People Behind the Research – Fay Pouesi

Faye Pouesi

Fay E Pouesi, (Ngati Ruanui, Ngaruahinerangi, Te Atiawa, and Pakeha) was awarded a Community Research New and Emerging Researcher Award in 2010 for her research,Te Puawaitanga O Te Ngakau: A Case Study of Westside Counselling Services in West Auckland. She presented alongside four other new and emerging researchers, who were drawn by application process, at the 2010 Community Research Seminar.
Fay has since completed the paper and it can be found on our site here. We talk to Fay about how she got to where she is, how winning the award helped her and what her next steps are.
How did you get to where you are?
My experience of living with severe domestic violence for many years took me through a healing process that provided me with immeasurable insight, understanding and knowledge of how repeated acts of violence infringe a person’s spirit and violates the absolute essence of who she is. My personal journey out of such brutality has also informed me of the care needed in order for healing to take place. It set me on a path to study and graduate as a counsellor and group facilitator working with women from similar backgrounds.
After graduating from my Diploma in 1997, I facilitated Domestic Violence groups and counselled women in violence at a women’s centre and as well worked as a Maori intern in an abuse and trauma counselling service. In early 2000 I was approached by a businessman who offered me financial support to follow my heart, which was to work with women whose lives were immersed in violence.
In June 2000 with the support and aroha of Massey Community Church and the financial support from the businessman, Westside Counselling Services was established and for the past ten years, up until 2011 I worked with a high proportion of women from gang backgrounds many of whom were Maori.  These women have come from lifelong abuse. Their childhoods have been immersed in either sexual or physical abuse and most of them have grown up in families where violence between their parents or caregivers was rampant.
Many of the women who accessed Westside Counselling Service over the ten years between 2000 and 2011 turned their lives around and went on to study. Some have graduated as teachers, nurses, social workers; others are still studying and experiencing violent free lives with their partners and children.
Most significant moment in your career?
I think my most significant achievement to date has been graduating with a MSocP (Master of Social Policy). I am still blown away that I graduated. I had very little schooling due to sickness and my inability to learn which was tied up with historical childhood abuse caused me to leave school a few months into the third form. I could hardly read, I didn’t know many words, or how to formulate sentences. I sure didn’t know how to write assignments and I think about that today and I’m blown away.

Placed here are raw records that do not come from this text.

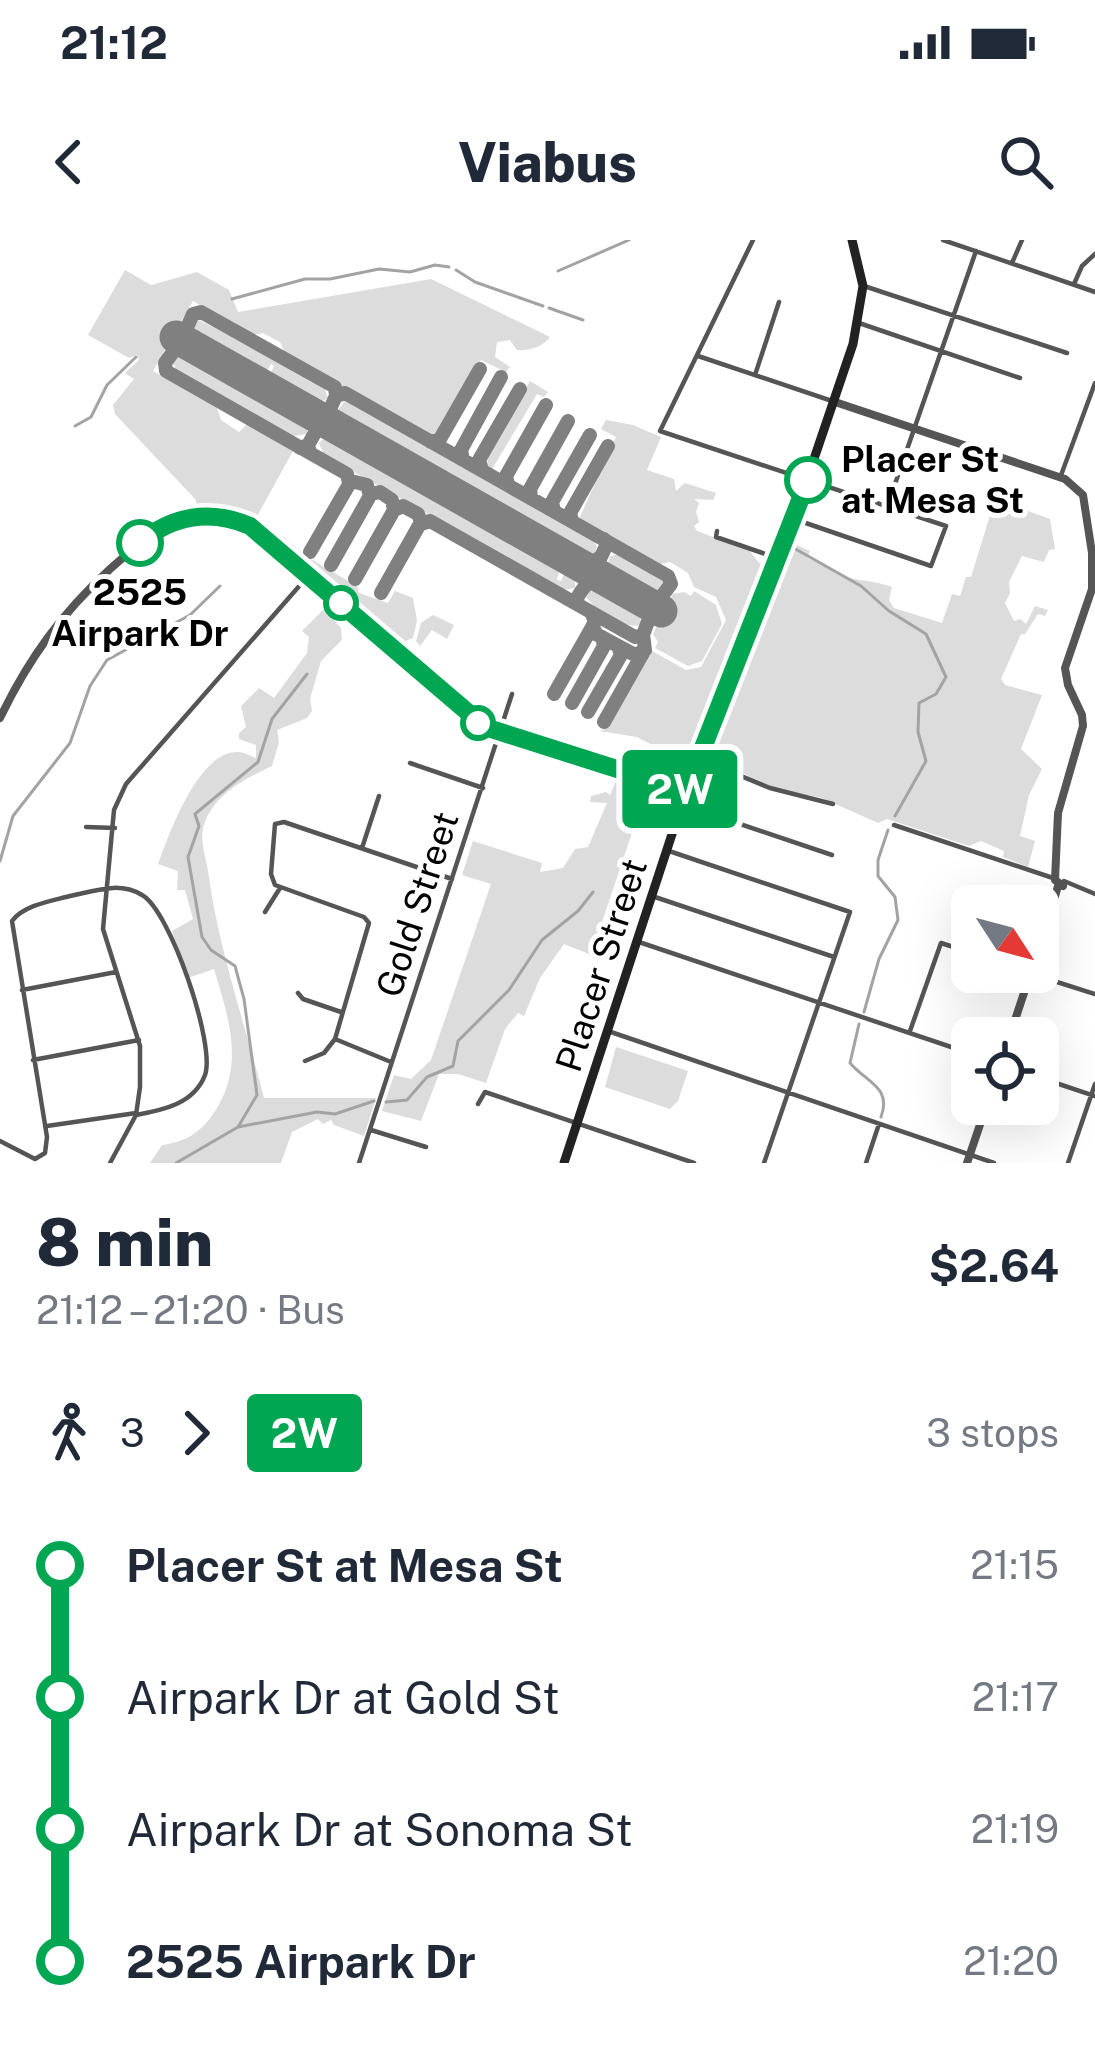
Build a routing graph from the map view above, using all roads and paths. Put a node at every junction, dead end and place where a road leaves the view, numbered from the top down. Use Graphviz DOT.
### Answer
graph roads {
  1 [pos="753,240"];
  2 [pos="852,240"];
  3 [pos="943,240"];
  4 [pos="1022,240"];
  5 [pos="976,251"];
  6 [pos="1095,254"];
  7 [pos="1012,263"];
  8 [pos="1074,284"];
  9 [pos="863,286"];
  10 [pos="1095,292"];
  11 [pos="779,302"];
  12 [pos="954,315"];
  13 [pos="860,323"];
  14 [pos="940,350"];
  15 [pos="1066,353"];
  16 [pos="697,356"];
  17 [pos="755,375"];
  18 [pos="1020,378"];
  19 [pos="1095,382"];
  20 [pos="835,402"];
  21 [pos="913,428"];
  22 [pos="1060,478"];
  23 [pos="808,480"];
  24 [pos="887,507"];
  25 [pos="794,519"];
  26 [pos="717,531"];
  27 [pos="780,559"];
  28 [pos="309,575"];
  29 [pos="1089,619"];
  30 [pos="512,694"];
  31 [pos="0,718"];
  32 [pos="501,734"];
  33 [pos="697,758"];
  34 [pos="410,763"];
  35 [pos="483,788"];
  36 [pos="686,791"];
  37 [pos="380,796"];
  38 [pos="832,803"];
  39 [pos="682,804"];
  40 [pos="894,824"];
  41 [pos="86,827"];
  42 [pos="115,828"];
  43 [pos="362,848"];
  44 [pos="667,850"];
  45 [pos="832,855"];
  46 [pos="453,879"];
  47 [pos="1062,885"];
  48 [pos="108,888"];
  49 [pos="280,889"];
  50 [pos="1059,894"];
  51 [pos="1095,894"];
  52 [pos="651,896"];
  53 [pos="265,912"];
  54 [pos="636,941"];
  55 [pos="951,946"];
  56 [pos="834,957"];
  57 [pos="116,972"];
  58 [pos="1059,982"];
  59 [pos="22,990"];
  60 [pos="298,993"];
  61 [pos="1095,994"];
  62 [pos="819,1003"];
  63 [pos="341,1012"];
  64 [pos="607,1031"];
  65 [pos="910,1034"];
  66 [pos="139,1040"];
  67 [pos="335,1040"];
  68 [pos="951,1047"];
  69 [pos="33,1060"];
  70 [pos="305,1061"];
  71 [pos="392,1063"];
  72 [pos="1059,1083"];
  73 [pos="1095,1084"];
  74 [pos="788,1094"];
  75 [pos="1094,1095"];
  76 [pos="478,1104"];
  77 [pos="137,1114"];
  78 [pos="578,1124"];
  79 [pos="879,1124"];
  80 [pos="980,1125"];
  81 [pos="47,1126"];
  82 [pos="371,1130"];
  83 [pos="0,1141"];
  84 [pos="426,1147"];
  85 [pos="969,1159"];
  86 [pos="110,1163"];
  87 [pos="359,1163"];
  88 [pos="564,1163"];
  89 [pos="694,1163"];
  90 [pos="764,1163"];
  91 [pos="866,1163"];
  92 [pos="994,1163"];
  93 [pos="1068,1163"];
  1 -- 16 [label="street"];
  2 -- 9 [label="main road, Placer Street"];
  3 -- 5 [label="street"];
  4 -- 7 [label="street"];
  5 -- 7 [label="street"];
  5 -- 12 [label="street"];
  6 -- 8 [label="street"];
  7 -- 8 [label="street"];
  8 -- 10 [label="street"];
  9 -- 12 [label="street"];
  9 -- 13 [label="main road, Placer Street"];
  11 -- 17 [label="street"];
  12 -- 14 [label="street"];
  12 -- 15 [label="street"];
  13 -- 14 [label="street"];
  13 -- 20 [label="main road, Placer Street"];
  14 -- 18 [label="street"];
  14 -- 21 [label="street"];
  16 -- 17 [label="street"];
  16 -- 23 [label="street"];
  17 -- 20 [label="street"];
  19 -- 22 [label="street"];
  20 -- 21 [label="street"];
  20 -- 23 [label="main road, Placer Street"];
  21 -- 22 [label="street"];
  21 -- 24 [label="street"];
  22 -- 29 [label="street"];
  23 -- 24 [label="street"];
  23 -- 25 [label="main road, Placer Street"];
  24 -- 25 [label="street"];
  25 -- 27 [label="main road, Placer Street"];
  26 -- 27 [label="street"];
  27 -- 33 [label="main road, Placer Street"];
  28 -- 31 [label="street"];
  28 -- 32 [label="street"];
  28 -- 42 [label="street"];
  29 -- 47 [label="street"];
  30 -- 32 [label="street, Gold Street"];
  32 -- 35 [label="street, Gold Street"];
  32 -- 36 [label="street"];
  33 -- 36 [label="main road, Placer Street"];
  33 -- 38 [label="street"];
  34 -- 35 [label="street"];
  35 -- 46 [label="street, Gold Street"];
  36 -- 39 [label="main road, Placer Street"];
  37 -- 43 [label="street"];
  39 -- 44 [label="main road, Placer Street"];
  39 -- 45 [label="street"];
  40 -- 47 [label="street"];
  41 -- 42 [label="street"];
  42 -- 48 [label="street"];
  43 -- 46 [label="street"];
  43 -- 49 [label="street"];
  44 -- 52 [label="main road, Placer Street"];
  44 -- 56 [label="street"];
  46 -- 71 [label="street, Gold Street"];
  47 -- 50 [label="street"];
  47 -- 51 [label="street"];
  48 -- 57 [label="street"];
  48 -- 59 [label="street"];
  48 -- 77 [label="street"];
  49 -- 53 [label="street"];
  49 -- 63 [label="street"];
  52 -- 54 [label="main road, Placer Street"];
  52 -- 56 [label="street"];
  54 -- 62 [label="street"];
  54 -- 64 [label="main road, Placer Street"];
  55 -- 65 [label="street"];
  56 -- 62 [label="street"];
  57 -- 59 [label="street"];
  57 -- 66 [label="street"];
  58 -- 61 [label="street"];
  59 -- 69 [label="street"];
  60 -- 63 [label="street"];
  62 -- 65 [label="street"];
  62 -- 74 [label="street"];
  63 -- 67 [label="street"];
  64 -- 74 [label="street"];
  64 -- 78 [label="main road, Placer Street"];
  65 -- 68 [label="street"];
  66 -- 69 [label="street"];
  66 -- 77 [label="street"];
  67 -- 70 [label="street"];
  67 -- 71 [label="street"];
  69 -- 81 [label="street"];
  71 -- 82 [label="street, Gold Street"];
  72 -- 75 [label="street"];
  73 -- 75 [label="street"];
  74 -- 79 [label="street"];
  74 -- 90 [label="street"];
  75 -- 93 [label="street"];
  76 -- 78 [label="street"];
  77 -- 81 [label="street"];
  77 -- 86 [label="street"];
  78 -- 88 [label="main road, Placer Street"];
  78 -- 89 [label="street"];
  79 -- 85 [label="street"];
  79 -- 91 [label="street"];
  80 -- 85 [label="street"];
  81 -- 83 [label="street"];
  82 -- 84 [label="street"];
  82 -- 87 [label="street, Gold Street"];
  85 -- 92 [label="street"];
}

No one can ever say that you can’t, it’s a lie, and it robs you of reaching your potential.

We all have potential, we were born with it. And we all have the ability to achieve. I have witnessed it in the women I have worked alongside.  Women who have been immersed in all forms of abuse and violence, addictions and bad behaviours, who were told they will never change, they will always be useless. I have watched them turn their lives and their children’s lives around. I have had the pleasure of attending some of their graduations and witnessing healing in them.

Another significant moment for me was receiving the 2010 Community Research award (for New and Emerging Researchers).

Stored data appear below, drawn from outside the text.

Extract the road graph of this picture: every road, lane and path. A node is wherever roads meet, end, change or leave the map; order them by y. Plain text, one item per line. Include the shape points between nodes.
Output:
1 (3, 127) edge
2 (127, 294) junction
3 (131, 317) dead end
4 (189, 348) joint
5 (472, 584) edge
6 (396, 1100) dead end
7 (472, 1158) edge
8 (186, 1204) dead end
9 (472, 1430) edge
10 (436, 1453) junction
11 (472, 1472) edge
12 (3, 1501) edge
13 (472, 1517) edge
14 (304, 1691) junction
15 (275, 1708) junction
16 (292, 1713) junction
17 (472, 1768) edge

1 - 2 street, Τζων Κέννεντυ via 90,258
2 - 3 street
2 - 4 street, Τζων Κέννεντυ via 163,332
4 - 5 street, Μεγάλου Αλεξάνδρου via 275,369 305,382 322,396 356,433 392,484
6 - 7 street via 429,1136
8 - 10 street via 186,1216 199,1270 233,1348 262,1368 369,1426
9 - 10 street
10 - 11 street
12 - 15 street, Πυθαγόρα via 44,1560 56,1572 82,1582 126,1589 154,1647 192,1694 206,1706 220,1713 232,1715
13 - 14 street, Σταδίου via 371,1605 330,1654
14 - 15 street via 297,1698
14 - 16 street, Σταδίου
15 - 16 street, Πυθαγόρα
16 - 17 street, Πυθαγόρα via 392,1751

I was so blown away by that. When you come from such a place of brokenness as I did I was so anxious about the whole process; but the team down there really supported me and gave me a huge amount of awhi. They have no idea the impact they had on me. My experience of going down to Wellington for the Seminar and being awhi’d like that gave me the confidence to stay with the process.
What’s next for you?
In 2012 I graduated with a MSocP (Master of Social Policy) with honours and have spent time since then contemplating where to from here. I was fortunate to obtain a contract to deliver my living free from violence programme which ended in September 2012 with really good results for the women attending.
Currently I am operating a small private practice in West Auckland with the hope of obtaining a few contracts for my living free from violence programme this year.
For me to do what I want to do, which is working in the field of Domestic Violence, establishing Te Puawaitanga O Te Ngakau (my research) for men, women and youth, I need funding and unfortunately, that is not easy to come by in this country.